A softening labor market makes it difficult for wages to keep pace with inflation, squeezing real incomes and dampening consumption. As consumer spending weakens, businesses will find it harder to pass higher input costs onto customers, potentially impacting business investment.
A swift resolution of Middle East tensions and subsequent declines in oil and natural gas prices could trigger a short-term reversal in interest rates, removing recent support for the pound.
UBS’s Q2 target of EUR/GBP at 0.89 was initially based on expectations that rising domestic political risks would pressure the pound until mid-year, with these risks likely coming into focus after the May 7 local and devolution elections.
While attention has shifted to geopolitical issues, these domestic political risks remain in the background.
The bank previously expected the pound to recover in the second half as political uncertainty subsides, with a year-end EUR/GBP target of 0.85.
UBS maintains this target but notes that if conflicts persist and energy costs stay high, key components of its long-term positive outlook will be at risk. These include a healthy external balance, reduced fiscal premium, relatively low energy costs in recent years, and potential productivity gains from improved business investment.

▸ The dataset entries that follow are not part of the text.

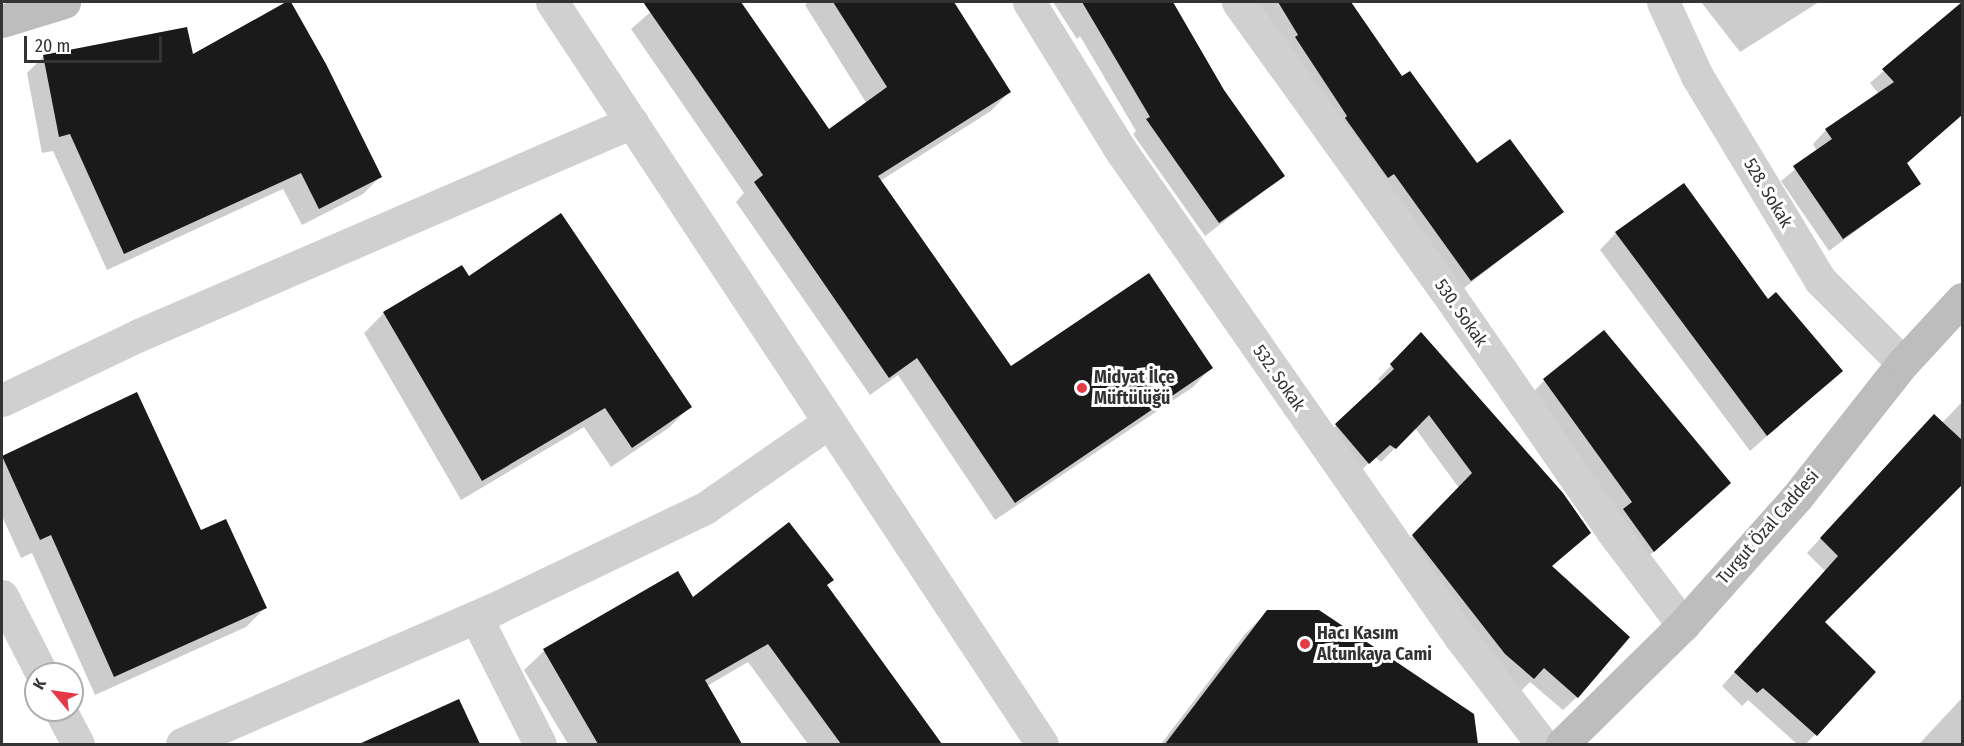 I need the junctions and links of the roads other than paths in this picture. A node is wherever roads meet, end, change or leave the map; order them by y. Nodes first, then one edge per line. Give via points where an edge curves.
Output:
1 (64, 2) edge
2 (552, 2) edge
3 (1029, 2) edge
4 (1238, 2) edge
5 (1664, 2) edge
6 (2, 21) edge
7 (632, 122) junction
8 (1962, 299) edge
9 (1903, 363) junction
10 (2, 400) edge
11 (829, 422) junction
12 (2, 596) edge
13 (476, 617) junction
14 (1683, 625) junction
15 (36, 662) edge
16 (66, 722) edge
17 (78, 744) edge
18 (182, 744) edge
19 (540, 744) edge
20 (1042, 744) edge
21 (1542, 744) edge
22 (1562, 744) edge

1 - 6 street
2 - 7 street
3 - 21 street, 532. Sokak via 1119,148 1460,637
4 - 14 street, 530. Sokak via 1446,291 1612,531
5 - 9 street, 528. Sokak via 1697,76 1820,280
7 - 10 street via 139,335
7 - 11 street
8 - 9 street, Turgut Özal Caddesi
9 - 14 street, Turgut Özal Caddesi via 1797,497
11 - 13 street via 705,508
11 - 20 street
12 - 15 street
13 - 18 street
13 - 19 street
14 - 22 street, Turgut Özal Caddesi
16 - 17 street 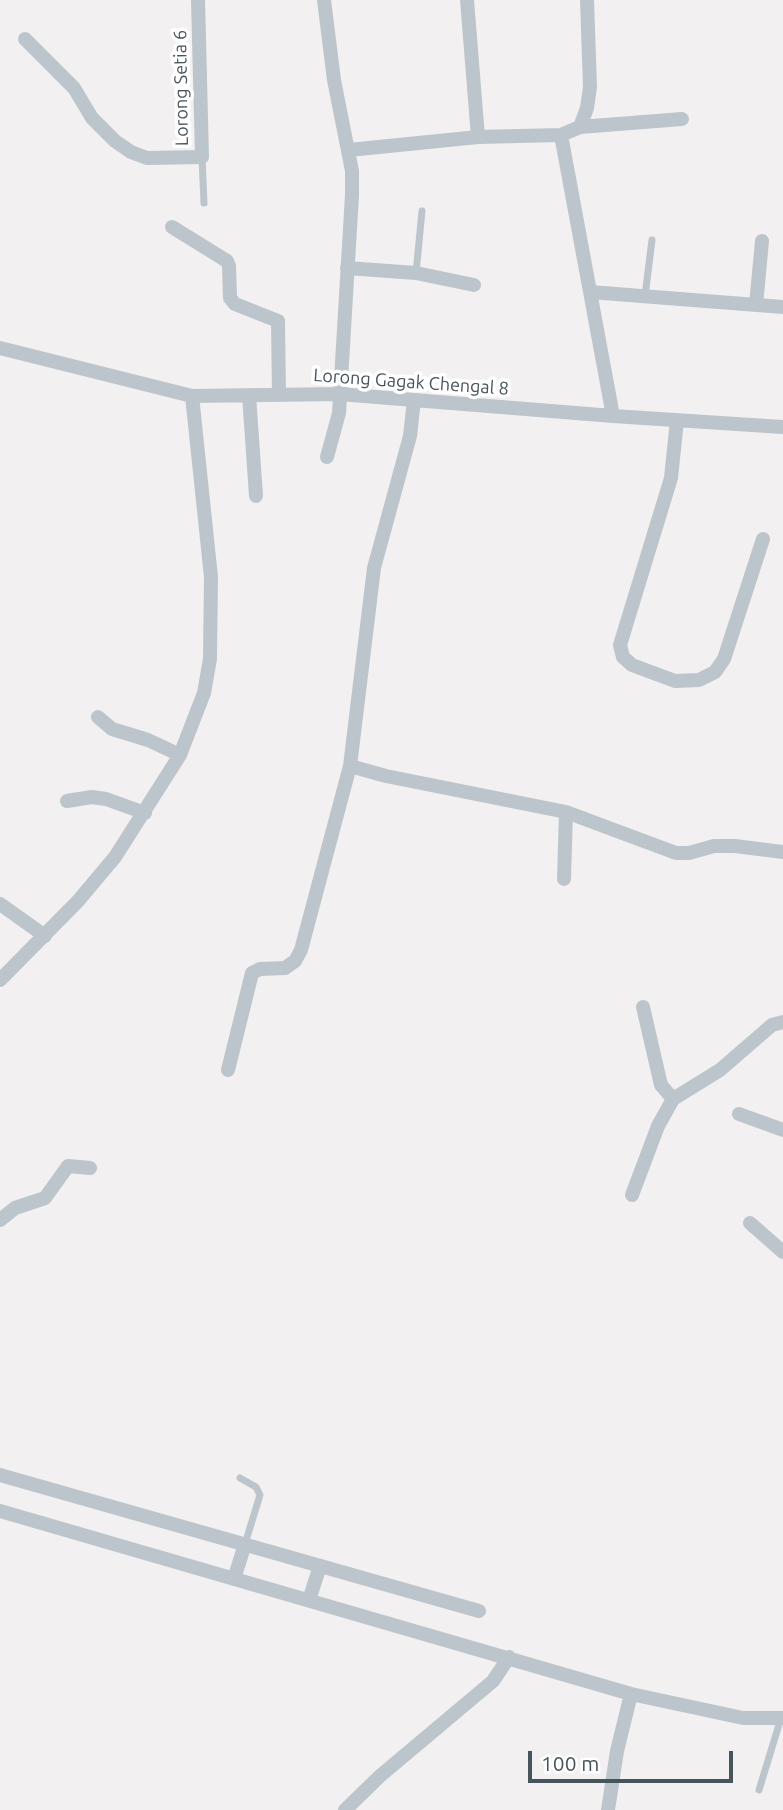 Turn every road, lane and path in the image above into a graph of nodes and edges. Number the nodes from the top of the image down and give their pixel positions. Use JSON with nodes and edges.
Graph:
{"nodes":[{"id":1,"x":198,"y":0,"type":"edge"},
{"id":2,"x":324,"y":0,"type":"edge"},
{"id":3,"x":467,"y":0,"type":"edge"},
{"id":4,"x":587,"y":0,"type":"edge"},
{"id":5,"x":25,"y":38,"type":"dead end"},
{"id":6,"x":682,"y":119,"type":"dead end"},
{"id":7,"x":580,"y":127,"type":"junction"},
{"id":8,"x":561,"y":135,"type":"junction"},
{"id":9,"x":478,"y":137,"type":"junction"},
{"id":10,"x":348,"y":150,"type":"junction"},
{"id":11,"x":202,"y":157,"type":"junction"},
{"id":12,"x":204,"y":202,"type":"dead end"},
{"id":13,"x":422,"y":211,"type":"dead end"},
{"id":14,"x":172,"y":227,"type":"dead end"},
{"id":15,"x":652,"y":240,"type":"dead end"},
{"id":16,"x":762,"y":241,"type":"dead end"},
{"id":17,"x":347,"y":268,"type":"junction"},
{"id":18,"x":416,"y":273,"type":"junction"},
{"id":19,"x":474,"y":285,"type":"dead end"},
{"id":20,"x":590,"y":292,"type":"junction"},
{"id":21,"x":645,"y":296,"type":"junction"},
{"id":22,"x":756,"y":305,"type":"junction"},
{"id":23,"x":783,"y":307,"type":"edge"},
{"id":24,"x":0,"y":348,"type":"edge"},
{"id":25,"x":339,"y":394,"type":"junction"},
{"id":26,"x":249,"y":395,"type":"junction"},
{"id":27,"x":279,"y":395,"type":"junction"},
{"id":28,"x":192,"y":396,"type":"junction"},
{"id":29,"x":414,"y":400,"type":"junction"},
{"id":30,"x":612,"y":416,"type":"junction"},
{"id":31,"x":677,"y":420,"type":"junction"},
{"id":32,"x":783,"y":427,"type":"edge"},
{"id":33,"x":327,"y":457,"type":"dead end"},
{"id":34,"x":256,"y":496,"type":"dead end"},
{"id":35,"x":763,"y":539,"type":"dead end"},
{"id":36,"x":98,"y":717,"type":"dead end"},
{"id":37,"x":180,"y":755,"type":"junction"},
{"id":38,"x":350,"y":766,"type":"junction"},
{"id":39,"x":67,"y":801,"type":"dead end"},
{"id":40,"x":566,"y":812,"type":"junction"},
{"id":41,"x":145,"y":813,"type":"junction"},
{"id":42,"x":783,"y":852,"type":"edge"},
{"id":43,"x":564,"y":879,"type":"dead end"},
{"id":44,"x":0,"y":904,"type":"edge"},
{"id":45,"x":45,"y":936,"type":"junction"},
{"id":46,"x":0,"y":981,"type":"edge"},
{"id":47,"x":643,"y":1007,"type":"dead end"},
{"id":48,"x":783,"y":1022,"type":"edge"},
{"id":49,"x":228,"y":1070,"type":"dead end"},
{"id":50,"x":673,"y":1099,"type":"junction"},
{"id":51,"x":739,"y":1114,"type":"dead end"},
{"id":52,"x":783,"y":1129,"type":"edge"},
{"id":53,"x":90,"y":1168,"type":"dead end"},
{"id":54,"x":632,"y":1195,"type":"dead end"},
{"id":55,"x":0,"y":1220,"type":"edge"},
{"id":56,"x":750,"y":1223,"type":"dead end"},
{"id":57,"x":783,"y":1252,"type":"edge"},
{"id":58,"x":0,"y":1475,"type":"edge"},
{"id":59,"x":240,"y":1478,"type":"dead end"},
{"id":60,"x":0,"y":1511,"type":"edge"},
{"id":61,"x":245,"y":1544,"type":"junction"},
{"id":62,"x":320,"y":1566,"type":"junction"},
{"id":63,"x":234,"y":1579,"type":"junction"},
{"id":64,"x":309,"y":1600,"type":"junction"},
{"id":65,"x":479,"y":1611,"type":"dead end"},
{"id":66,"x":509,"y":1657,"type":"junction"},
{"id":67,"x":631,"y":1694,"type":"junction"},
{"id":68,"x":782,"y":1718,"type":"edge"},
{"id":69,"x":759,"y":1790,"type":"dead end"},
{"id":70,"x":345,"y":1810,"type":"edge"},
{"id":71,"x":608,"y":1810,"type":"edge"}],
"edges":[{"from":1,"to":11,"type":"street","name":"Lorong Setia 6"},
{"from":2,"to":10,"type":"street"},
{"from":3,"to":9,"type":"street"},
{"from":4,"to":7,"type":"street"},
{"from":5,"to":11,"type":"street","name":"Lorong Setia 6"},
{"from":6,"to":7,"type":"street"},
{"from":7,"to":8,"type":"street"},
{"from":8,"to":9,"type":"street"},
{"from":8,"to":20,"type":"street"},
{"from":9,"to":10,"type":"street"},
{"from":10,"to":17,"type":"street"},
{"from":11,"to":12,"type":"lane"},
{"from":13,"to":18,"type":"lane"},
{"from":14,"to":27,"type":"street"},
{"from":15,"to":21,"type":"lane"},
{"from":16,"to":22,"type":"street"},
{"from":17,"to":18,"type":"street"},
{"from":17,"to":25,"type":"street"},
{"from":18,"to":19,"type":"street"},
{"from":20,"to":21,"type":"street"},
{"from":20,"to":30,"type":"street"},
{"from":21,"to":22,"type":"street"},
{"from":22,"to":23,"type":"street"},
{"from":24,"to":28,"type":"street","name":"Lorong Gagak Chengal 8"},
{"from":25,"to":27,"type":"street","name":"Lorong Gagak Chengal 8"},
{"from":25,"to":29,"type":"street","name":"Lorong Gagak Chengal 8"},
{"from":25,"to":33,"type":"street"},
{"from":26,"to":27,"type":"street","name":"Lorong Gagak Chengal 8"},
{"from":26,"to":28,"type":"street","name":"Lorong Gagak Chengal 8"},
{"from":26,"to":34,"type":"street"},
{"from":28,"to":37,"type":"street"},
{"from":29,"to":30,"type":"street","name":"Lorong Gagak Chengal 8"},
{"from":29,"to":38,"type":"street"},
{"from":30,"to":31,"type":"street","name":"Lorong Gagak Chengal 8"},
{"from":31,"to":32,"type":"street","name":"Lorong Gagak Chengal 8"},
{"from":31,"to":35,"type":"street"},
{"from":36,"to":37,"type":"street"},
{"from":37,"to":41,"type":"street"},
{"from":38,"to":40,"type":"street"},
{"from":38,"to":49,"type":"street"},
{"from":39,"to":41,"type":"street"},
{"from":40,"to":42,"type":"street"},
{"from":40,"to":43,"type":"street"},
{"from":41,"to":45,"type":"street"},
{"from":44,"to":45,"type":"street"},
{"from":45,"to":46,"type":"street"},
{"from":47,"to":50,"type":"street"},
{"from":48,"to":50,"type":"street"},
{"from":50,"to":54,"type":"street"},
{"from":51,"to":52,"type":"street"},
{"from":53,"to":55,"type":"street"},
{"from":56,"to":57,"type":"street"},
{"from":58,"to":61,"type":"street"},
{"from":59,"to":61,"type":"lane"},
{"from":60,"to":63,"type":"street"},
{"from":61,"to":62,"type":"street"},
{"from":61,"to":63,"type":"street"},
{"from":62,"to":64,"type":"street"},
{"from":62,"to":65,"type":"street"},
{"from":63,"to":64,"type":"street"},
{"from":64,"to":66,"type":"street"},
{"from":66,"to":67,"type":"street"},
{"from":66,"to":70,"type":"street"},
{"from":67,"to":68,"type":"street"},
{"from":67,"to":71,"type":"street"},
{"from":68,"to":69,"type":"lane"}]}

UBS economists now expect the Bank of England to hold rates steady at the March 19 monetary policy committee meeting, in line with current market pricing. This reflects uncertainty over inflationary pressures from soaring oil and gas prices.
Inflation expectations have been a key consideration for MPC members in recent meetings, so any risks that could unanchor these expectations may warrant caution regarding further easing.
UBS economists forecast a 25 basis point rate cut in April and July, bringing the terminal rate to 3.25%, but note that evolving energy market conditions could reduce the likelihood or delay the timing of rate cuts.